Conservation module [New in 2.0]#
Evolutionary conservation analysis oftentimes uncovers the potential functional relevance of circRNAs by comparing their sequence and genomic position across different organisms. We developed the conservation module to enable users to perform circRNA conservation analysis in five widely studied animal model species: mouse, human, rat, pig, and dog. The framework of the conservation module was developed with the flexibility to incorporate more species in the analysis by simply adding the species to the input config file.
General usage#
A call to circtools conservation --help
shows all available command line flags:
usage: circtools [-h] -d DCC_FILE -g GTF_FILE -f FASTA_FILE [-O {mm,rn,hs,ss,cl}]
[-TS TARGET_SPECIES] [-s SEQUENCE_FILE] [-o OUTPUT_DIR] [-T EXPERIMENT_TITLE]
[-t GLOBAL_TEMP_DIR] [-G GENE_LIST [GENE_LIST ...]]
[-GL GENE_LIST_FILE [GENE_LIST_FILE ...]]
[-i ID_LIST [ID_LIST ...]] [-hg19] [-mm10] [-pairwise_flag]

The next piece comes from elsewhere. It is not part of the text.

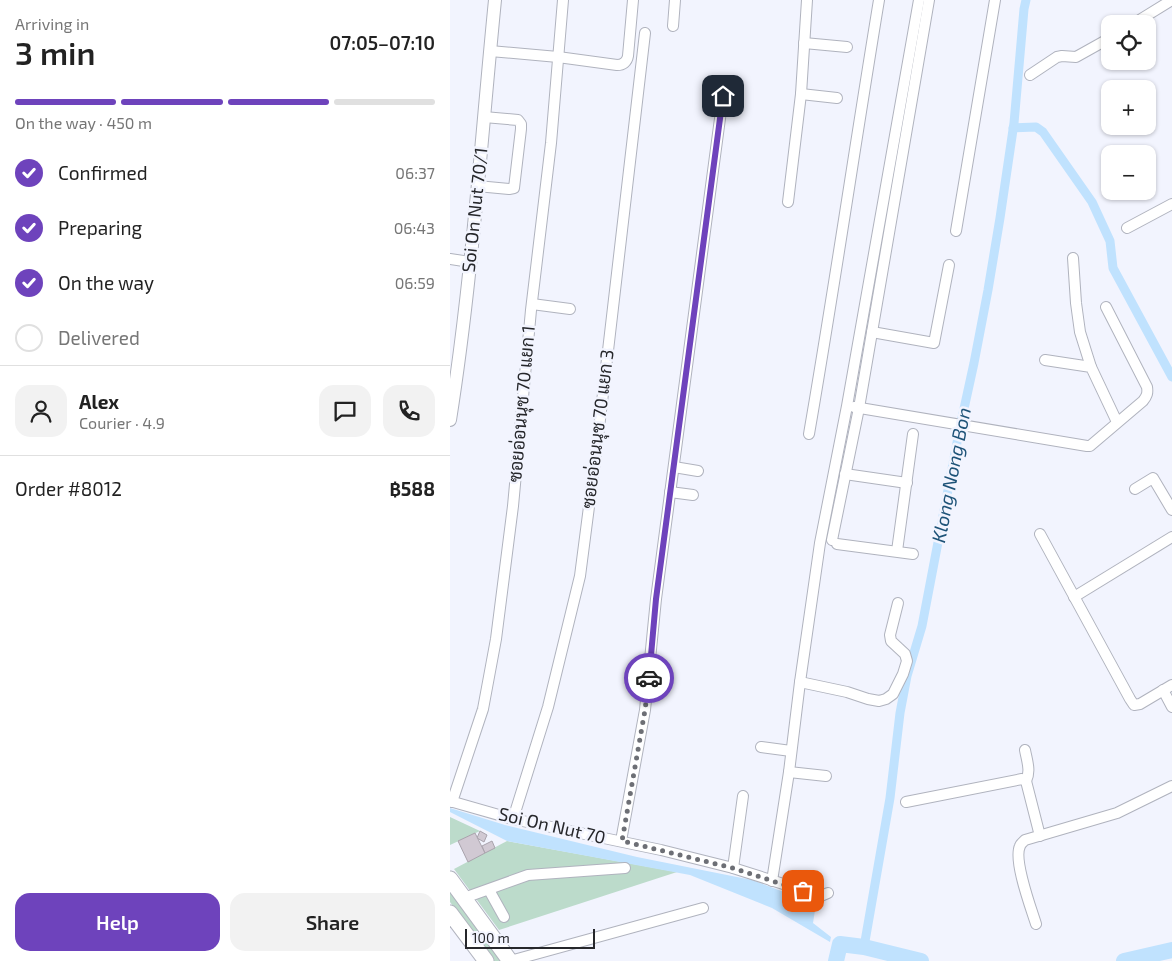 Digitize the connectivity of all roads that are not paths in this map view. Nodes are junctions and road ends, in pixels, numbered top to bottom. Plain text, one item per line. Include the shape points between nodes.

circular RNA conservation analysis
optional arguments:
-h, --help show this help message and exit
Input:
-d DCC_FILE, --dcc-file DCC_FILE
CircCoordinates file from DCC / detect module
-g GTF_FILE, --gtf-file GTF_FILE
GTF file of genome annotation e.g. ENSEMBL
-f FASTA_FILE, --fasta FASTA_FILE
FASTA file with genome sequence (must match
annotation)
-O {mm,rn,hs,ss,cl}, --organism {mm,rn,hs,ss,cl}
Organism of the study, mm =
Mus musculus, hs = Homo sapiens, rn = Rattus norvegicus,
ss = Sus scrofa, cl = Canis lupus familiaris
-TS TARGET_SPECIES, --target_species
List of target species IDs for which conservation score
needs to be calculated
-s SEQUENCE_FILE, --sequence SEQUENCE_FILE
FASTA file containing the circRNA sequence (exons and
introns)
Output options:
-o OUTPUT_DIR, --output OUTPUT_DIR
Output directory (must exist)
-T EXPERIMENT_TITLE, --title EXPERIMENT_TITLE
Title of the experiment for HTML output and file name
Additional options:
-t GLOBAL_TEMP_DIR, --temp GLOBAL_TEMP_DIR
Temporary directory (must exist)
-G GENE_LIST [GENE_LIST ...], --genes GENE_LIST [GENE_LIST ...]
Space-separated list of host gene names. Primers for
CircRNAs of those genes will be designed.E.g. -G
"CAMSAP1" "RYR2"
-i ID_LIST [ID_LIST ...], --id-list ID_LIST [ID_LIST ...]
Space-separated list of circRNA IDs. E.g. -i
"CAMSAP1_9_135850137_135850461_-"
"CAMSAP1_9_135881633_135883078_-"
-hg19, --hg19
Are given circular co-ordinates for human from hg19 assembly?
If the flag is on, these will be converted into hg38.
-mm10, --mm10
Are given circular co-ordinates for mouse from mm10 assembly?
If the flag is on, these will be converted into mm39.
-pairwise_flag, --pairwise_flag
Should pairwise alignments be performed as well?
Additional barplot will be plotted in this case.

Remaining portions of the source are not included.